More recently, Winstone (2018) extended the discussion by identifying two generalised paradigms of feedback in Higher Education: the old and new. The old paradigm is viewed as reflecting a’ transmissive model of feedback as telling whereas the new is defined as ‘learner-centric’. Evans supports this stating that ‘the emphasis of feedback should be on supporting learners to drive feedback for themselves’ (Evans, 2016: 5). Indeed, the new paradigm is understood to be more sustainable (Boud and Molloy, 2013), as it encourages a self-regulatory approach. Of course, just how central a learner can ever be in a top-down education system is open to debate. Furthermore, there is increasing evidence that, despite the developing
Student teachers’ conceptions of feedback as emerging primary school teachers
The second context of relevance to student teachers’ conceptions of feedback is primary schools. The primary education discourse appears to agree that feedback is key to progress. In addition to the claims made by Black and Wiliam (1998), Hattie (2003) reported that feedback resulted in a significant effect size. This has been echoed by influential meta-analyses such as the Education Endowment Foundation (2020). Using Sadler’s analogy of closing the gap, feedback is positioned as formative and leading to consequence (Hattie and Clarke, 2018). However, this is not necessarily a consequence for the learner. Indeed, Clarke states ‘the most powerful form of feedback is that given to the teacher by the student’ (2014: 145); this is a key difference to the models represented in Higher Education where the gaps only appear to be for the learner. The reality of this in practice is more difficult to ascertain.
Much of the existing primary education feedback research tends to focus on the impact of strategies. Although there is relatively little focus on teachers’ conceptions of feedback (Brown, 2011), and what there is often highlights a mismatch between espoused beliefs and actual practice (Dixon et al., 2011), an exploration of the existing literature does establish other themes. Existing conceptions of feedback within the school sector tend to recognise (in espoused form at least) that both teacher and pupil have a role to play. The two roles are not necessarily equal though; literature frequently reinforces the view that feedback is a ‘gift from teacher to pupil’ (Hargreaves, 2005: 6) rather than pupil to pupil. It is the teacher who assumes ultimate responsibility. This is supported in England by the national Teacher Standards (DfE, 2012), which include ‘give pupils regular feedback, both orally and through accurate marking, and encourage pupils to respond to the feedback’ as a key requirement (DfE, 2012: 12). Feedback therefore seems to be constructed as having joint responsibilities but with teachers taking a larger role in the fulfilment of these responsibilities. Atjonen (2014) extends this somewhat democratic view further by conceptualising feedback as a three-way process – pupils to teacher, teacher to pupils and pupil to pupil. Again, this may not necessarily be balanced, with most of the feedback being one-way, i.e. teacher to pupils.

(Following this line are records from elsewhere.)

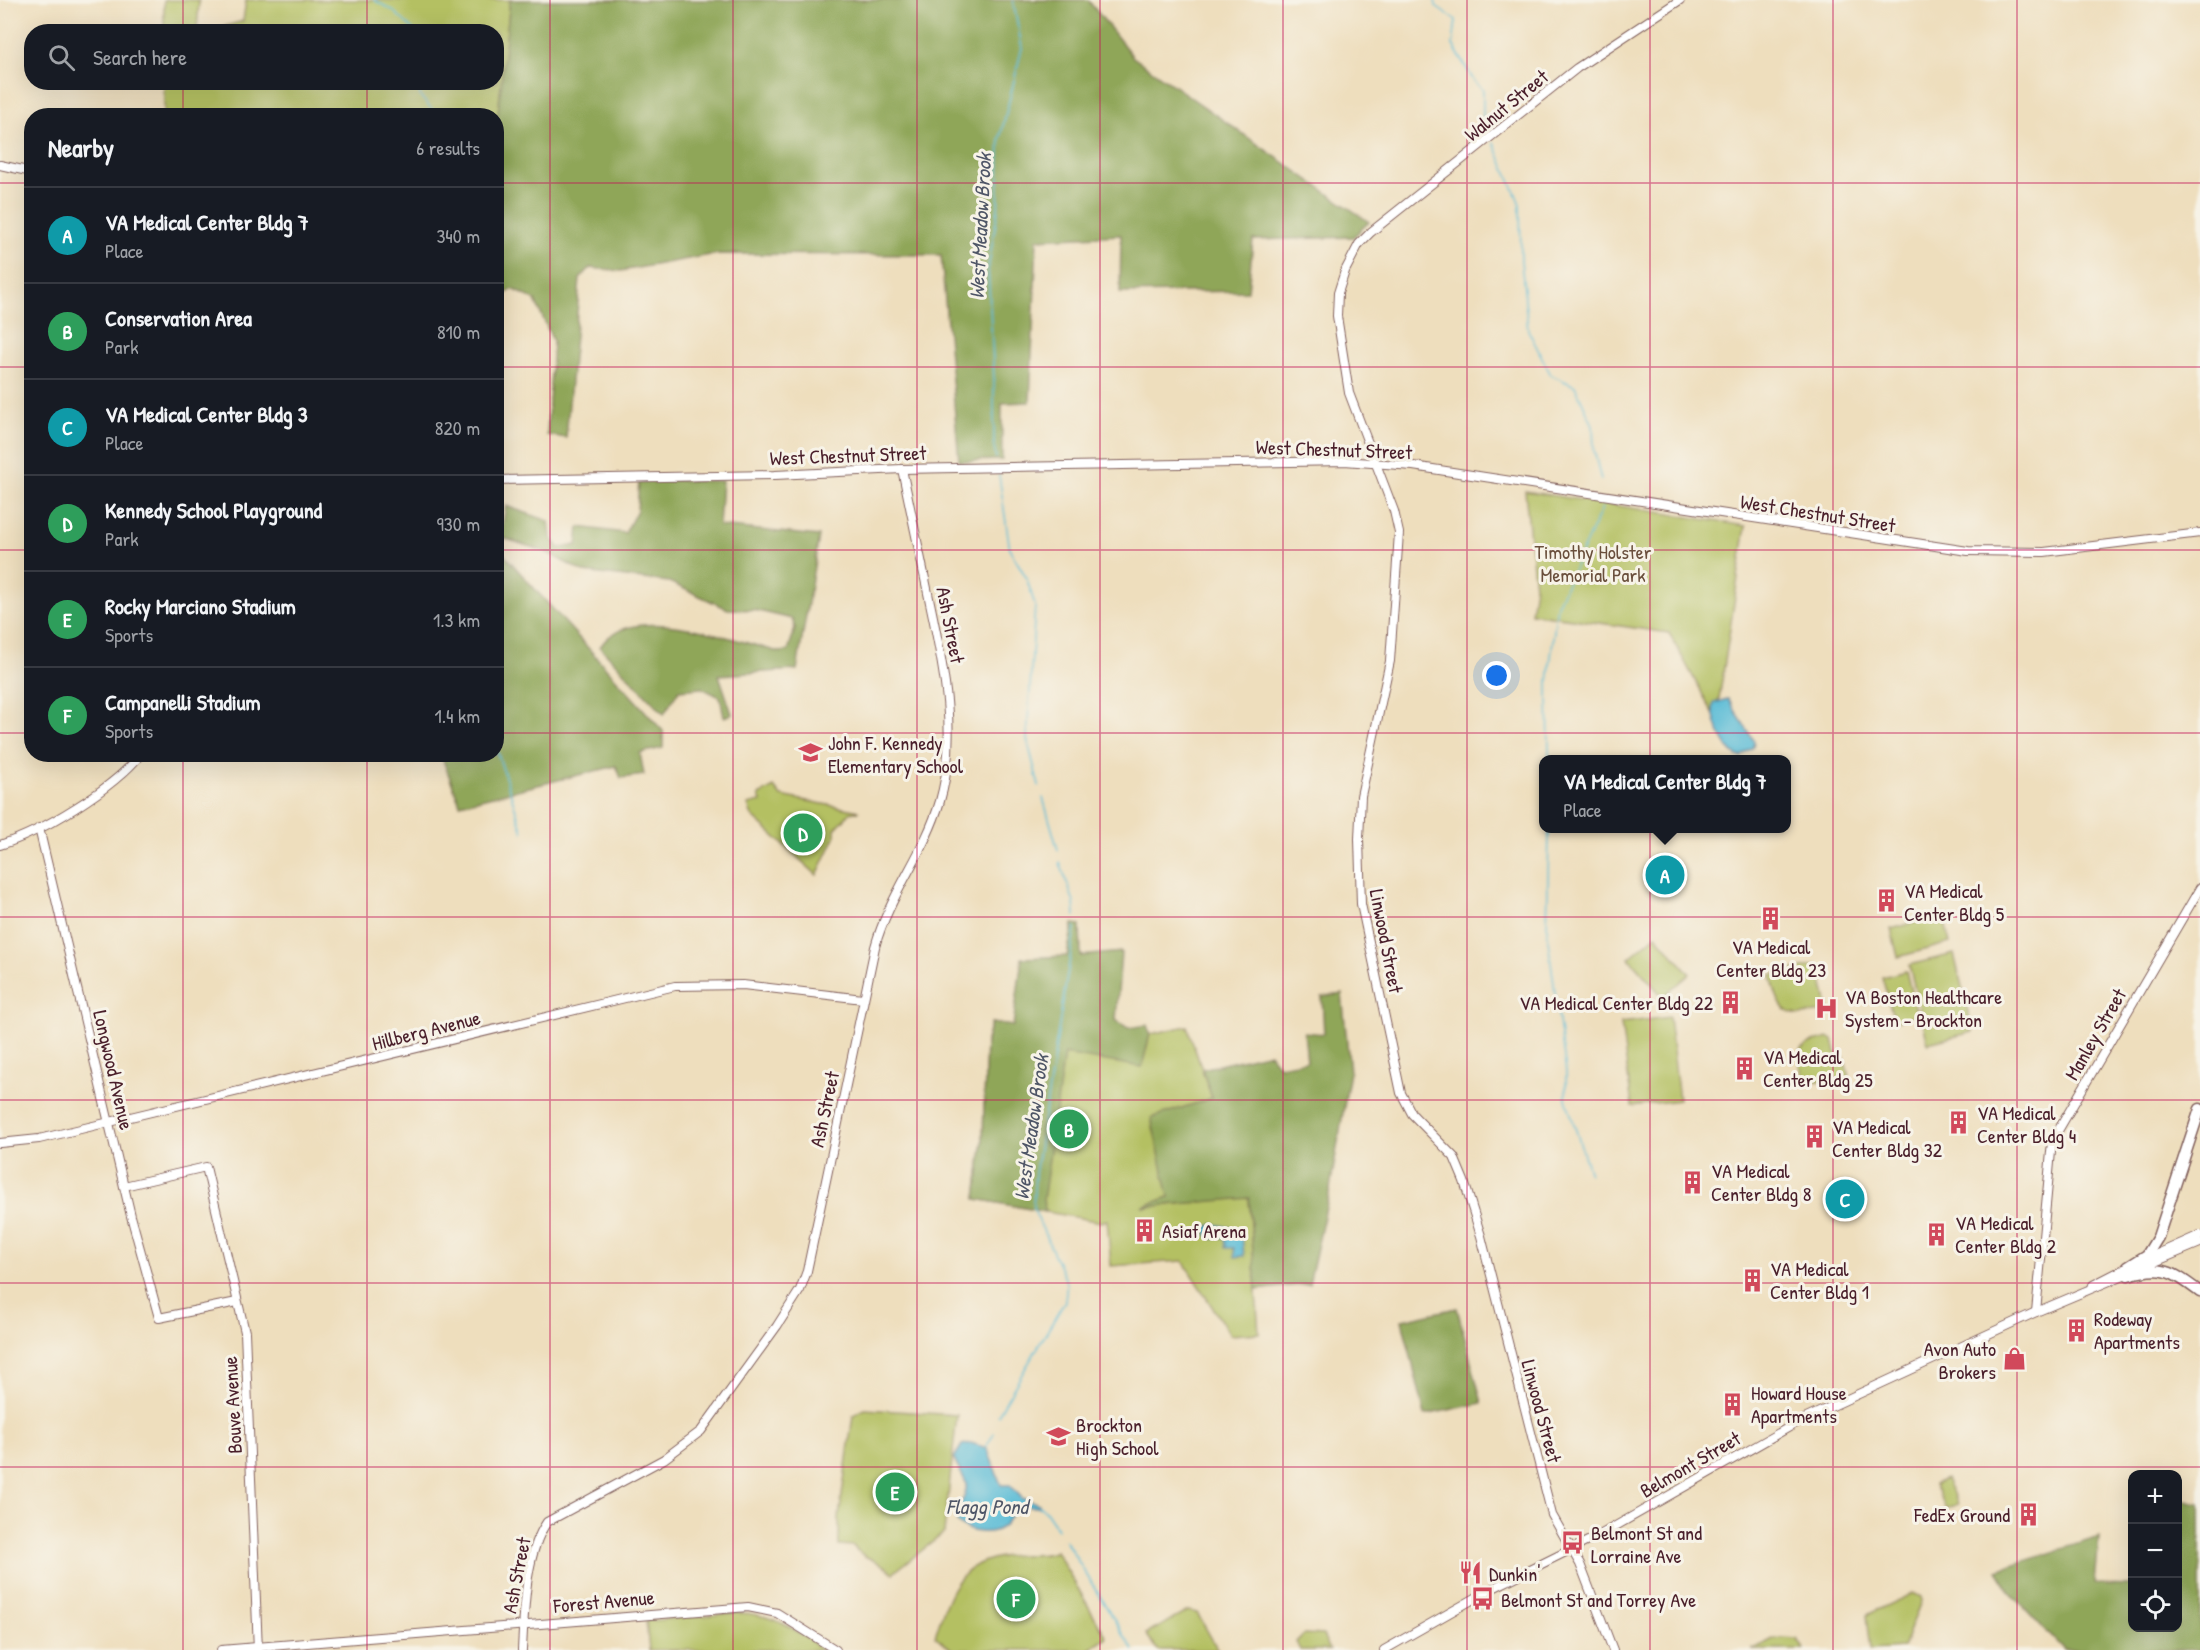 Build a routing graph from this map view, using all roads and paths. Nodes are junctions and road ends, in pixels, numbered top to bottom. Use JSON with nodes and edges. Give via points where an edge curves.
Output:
{"nodes":[{"id":1,"x":1680,"y":0,"type":"edge"},
{"id":2,"x":0,"y":165,"type":"edge"},
{"id":3,"x":24,"y":170,"type":"edge"},
{"id":4,"x":1359,"y":244,"type":"joint"},
{"id":5,"x":1374,"y":463,"type":"junction"},
{"id":6,"x":902,"y":469,"type":"junction"},
{"id":7,"x":504,"y":480,"type":"edge"},
{"id":8,"x":2200,"y":533,"type":"edge"},
{"id":9,"x":133,"y":762,"type":"edge"},
{"id":10,"x":39,"y":828,"type":"junction"},
{"id":11,"x":0,"y":845,"type":"edge"},
{"id":12,"x":2200,"y":888,"type":"edge"},
{"id":13,"x":863,"y":999,"type":"junction"},
{"id":14,"x":2200,"y":1109,"type":"edge"},
{"id":15,"x":110,"y":1122,"type":"junction"},
{"id":16,"x":0,"y":1143,"type":"edge"},
{"id":17,"x":124,"y":1186,"type":"junction"},
{"id":18,"x":2200,"y":1235,"type":"edge"},
{"id":19,"x":2200,"y":1243,"type":"edge"},
{"id":20,"x":2128,"y":1271,"type":"junction"},
{"id":21,"x":2200,"y":1292,"type":"edge"},
{"id":22,"x":237,"y":1302,"type":"junction"},
{"id":23,"x":2036,"y":1312,"type":"junction"},
{"id":24,"x":1570,"y":1550,"type":"junction"},
{"id":25,"x":524,"y":1625,"type":"junction"},
{"id":26,"x":258,"y":1648,"type":"edge"},
{"id":27,"x":221,"y":1650,"type":"edge"},
{"id":28,"x":522,"y":1650,"type":"edge"},
{"id":29,"x":836,"y":1650,"type":"edge"},
{"id":30,"x":1384,"y":1650,"type":"edge"},
{"id":31,"x":1613,"y":1650,"type":"edge"}],
"edges":[{"from":1,"to":4,"type":"street","name":"Walnut Street","via":[[1577,68]]},
{"from":2,"to":3,"type":"street"},
{"from":4,"to":5,"type":"street","name":"Linwood Street","via":[[1340,286],[1338,324],[1349,393]]},
{"from":5,"to":6,"type":"main road","name":"West Chestnut Street"},
{"from":5,"to":8,"type":"main road","name":"West Chestnut Street","via":[[1968,551],[2044,552]]},
{"from":5,"to":24,"type":"street","name":"Linwood Street","via":[[1394,511],[1399,541],[1390,661],[1359,810],[1363,918],[1401,1093],[1412,1114],[1454,1157],[1464,1181],[1552,1515]]},
{"from":6,"to":7,"type":"main road","name":"West Chestnut Street"},
{"from":6,"to":13,"type":"street","name":"Ash Street","via":[[942,663],[948,755],[938,809],[879,931]]},
{"from":9,"to":10,"type":"main road","via":[[111,784]]},
{"from":10,"to":11,"type":"main road"},
{"from":10,"to":15,"type":"street","name":"Longwood Avenue"},
{"from":12,"to":23,"type":"main road","name":"Manley Street","via":[[2052,1141]]},
{"from":13,"to":15,"type":"street","name":"Hillberg Avenue","via":[[743,986],[675,986]]},
{"from":13,"to":25,"type":"street","name":"Ash Street","via":[[811,1257],[800,1290],[701,1431],[664,1459],[547,1522],[531,1568]]},
{"from":14,"to":20,"type":"highway","via":[[2158,1237]]},
{"from":15,"to":16,"type":"street","name":"Hillberg Avenue","via":[[39,1139]]},
{"from":15,"to":17,"type":"street","name":"Longwood Avenue"},
{"from":17,"to":22,"type":"street","name":"Longwood Avenue","via":[[159,1318]]},
{"from":17,"to":22,"type":"street","name":"Bouve Avenue","via":[[206,1167]]},
{"from":18,"to":20,"type":"main road","name":"Belmont Street"},
{"from":19,"to":20,"type":"main road","name":"Belmont Street"},
{"from":20,"to":21,"type":"highway","via":[[2166,1270]]},
{"from":20,"to":23,"type":"main road","name":"Belmont Street"},
{"from":22,"to":26,"type":"street","name":"Bouve Avenue","via":[[245,1332]]},
{"from":23,"to":24,"type":"main road","name":"Belmont Street","via":[[1800,1421]]},
{"from":24,"to":30,"type":"main road","name":"Belmont Street"},
{"from":24,"to":31,"type":"street","name":"Linwood Street","via":[[1580,1564]]},
{"from":25,"to":26,"type":"street","name":"Forest Avenue"},
{"from":25,"to":28,"type":"street","name":"Ash Street"},
{"from":25,"to":29,"type":"street","name":"Forest Avenue","via":[[748,1606],[777,1613]]},
{"from":26,"to":27,"type":"street","name":"Forest Avenue"}]}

Primary education focused literature also supports the development of independent and self-directed learners (Hargreaves, 2013; Kirton et al., 2007) through feedback (Black and Wiliam, 1998; Butler and Winne, 1995). However, many school-based practices further reinforce the conception that the teacher is central and in control. Brown (2011) argues that teachers’ conceptions are developed through their own experiences of the particular phenomenon. In other words, how teachers understand feedback, and the role they take, will depend on how teachers have experienced feedback as a learner. If experiences have emphasised that the teacher has ultimate responsibility for feedback, this is the role they will inhabit as a student teacher. This consequently makes the feedback practices within Initial Teacher Education particularly significant.

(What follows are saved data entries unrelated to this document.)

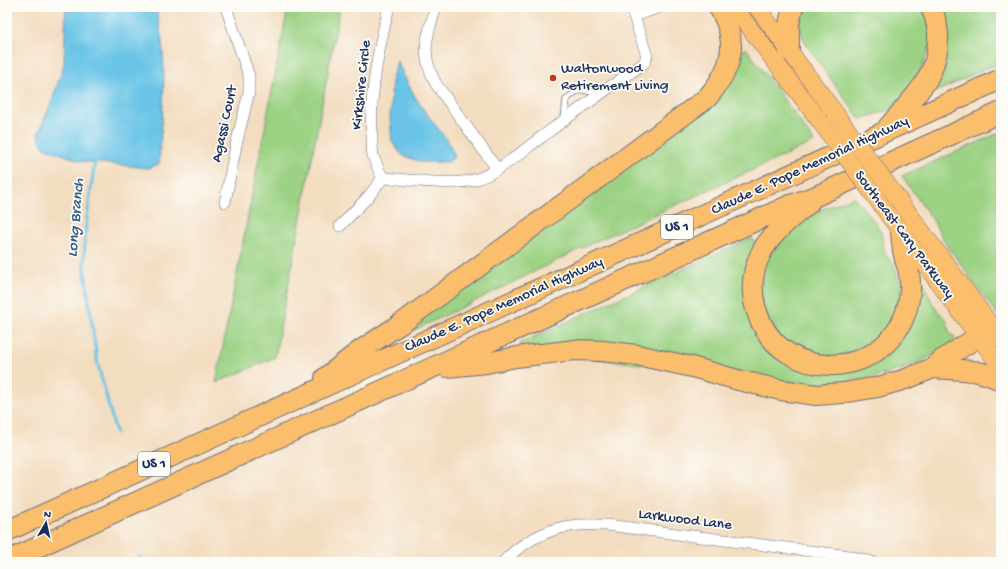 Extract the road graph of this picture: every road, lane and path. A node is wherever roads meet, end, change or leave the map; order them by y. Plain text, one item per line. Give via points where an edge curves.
1 (226, 7) edge
2 (390, 7) edge
3 (436, 7) edge
4 (660, 7) edge
5 (719, 7) edge
6 (734, 7) edge
7 (757, 7) edge
8 (793, 7) edge
9 (930, 7) edge
10 (632, 12) edge
11 (789, 51) junction
12 (1001, 79) edge
13 (598, 95) junction
14 (1001, 112) edge
15 (564, 120) junction
16 (882, 133) junction
17 (497, 169) junction
18 (383, 178) junction
19 (814, 197) junction
20 (225, 202) dead end
21 (340, 226) dead end
22 (900, 232) junction
23 (991, 334) edge
24 (1001, 367) edge
25 (432, 368) junction
26 (933, 368) junction
27 (1001, 381) edge
28 (302, 396) junction
29 (7, 531) edge
30 (7, 561) edge
31 (503, 562) edge
32 (872, 562) edge

1 - 20 street, Agassi Court via 249,76 249,92
2 - 18 street, Kirkshire Circle via 374,86 371,127 373,154
3 - 17 street via 426,46 430,72
4 - 10 street
5 - 28 highway via 728,27 731,55 719,84 707,98 402,323 358,352
6 - 22 main road, Southeast Cary Parkway, bridge
7 - 11 main road, Southeast Cary Parkway
8 - 11 highway via 789,24
9 - 16 highway via 938,28 938,43 932,72 925,85
10 - 13 street via 647,56 644,63
11 - 23 main road, Southeast Cary Parkway, bridge via 901,203
12 - 16 highway, Claude E. Pope Memorial Highway / US 1
13 - 15 street
13 - 15 lane via 586,90 574,91 566,100
14 - 19 highway, Claude E. Pope Memorial Highway / US 1
15 - 17 street
16 - 28 highway, Claude E. Pope Memorial Highway / US 1
17 - 18 street via 477,179 466,181 436,182
18 - 21 street
19 - 22 highway via 768,242 756,265 753,282 754,301 764,327 782,348 807,361 837,365 856,362 875,353 896,333 906,311 910,291 910,277
19 - 25 highway, Claude E. Pope Memorial Highway / US 1 via 788,206
22 - 23 main road, Southeast Cary Parkway
23 - 24 main road, Southeast Cary Parkway
23 - 26 highway via 942,360
25 - 26 highway via 486,363 551,352 603,351 637,355 781,390 816,395 843,394 878,387
25 - 30 highway, Claude E. Pope Memorial Highway / US 1
26 - 27 highway via 969,369
28 - 29 highway, Claude E. Pope Memorial Highway / US 1
31 - 32 street, Larkwood Lane via 520,546 546,533 570,526 601,525 849,556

Developing a more learner-centric view of learning does require a developed understanding by the teacher. If the learner is to reach ownership of the process, they will require careful training, support and scaffolding along this continuum (Brown, 2012); too much support and their autonomy will be undermined, too little and they won’t develop the appropriate autonomous skills (Hargreaves, 2013). Gamlem and Munthe (2014) expand this further, stating ‘students may be unaware of its [metacognition] importance unless the processes are explicitly emphasized by teachers’ (2014: 78). England’s Teacher Standards imply the teacher is somehow responsible for learner independence and autonomy, stating that teachers need to ‘encourage pupils to respond to the feedback’ (DfE, 2012: 12). It is not difficult to see the confusion between a learner and teacher-centric model of feedback within the primary sector.
Relationships and influences in developing understanding as a student and as an emerging teacher
The third context of relevance to student teachers’ conceptions of feedback is Initial Teacher Education. Specifically, if student teachers need a developed understanding of feedback as both learners and teachers, Initial Teacher Education providers need to recognise how these differing perspectives influence one another and develop. As learners, students can find the transition to Higher Education a challenge; the demands of academic literacies including understanding feedback are certainly part of this. These attitudes tend to adjust over time, as students form their identities as learners and realise ‘the unwritten rules about how to interpret feedback.’ (Tett et al., 2012: 20). McLean et al. (2014) have suggested that these understandings can subsequently be positioned on a continuum from novice to experienced learner. However, in this case, the students studied were not student teachers so only experienced feedback from the perspective of a learner. It may be that there is a parallel continuum between novice and experienced feedback giver.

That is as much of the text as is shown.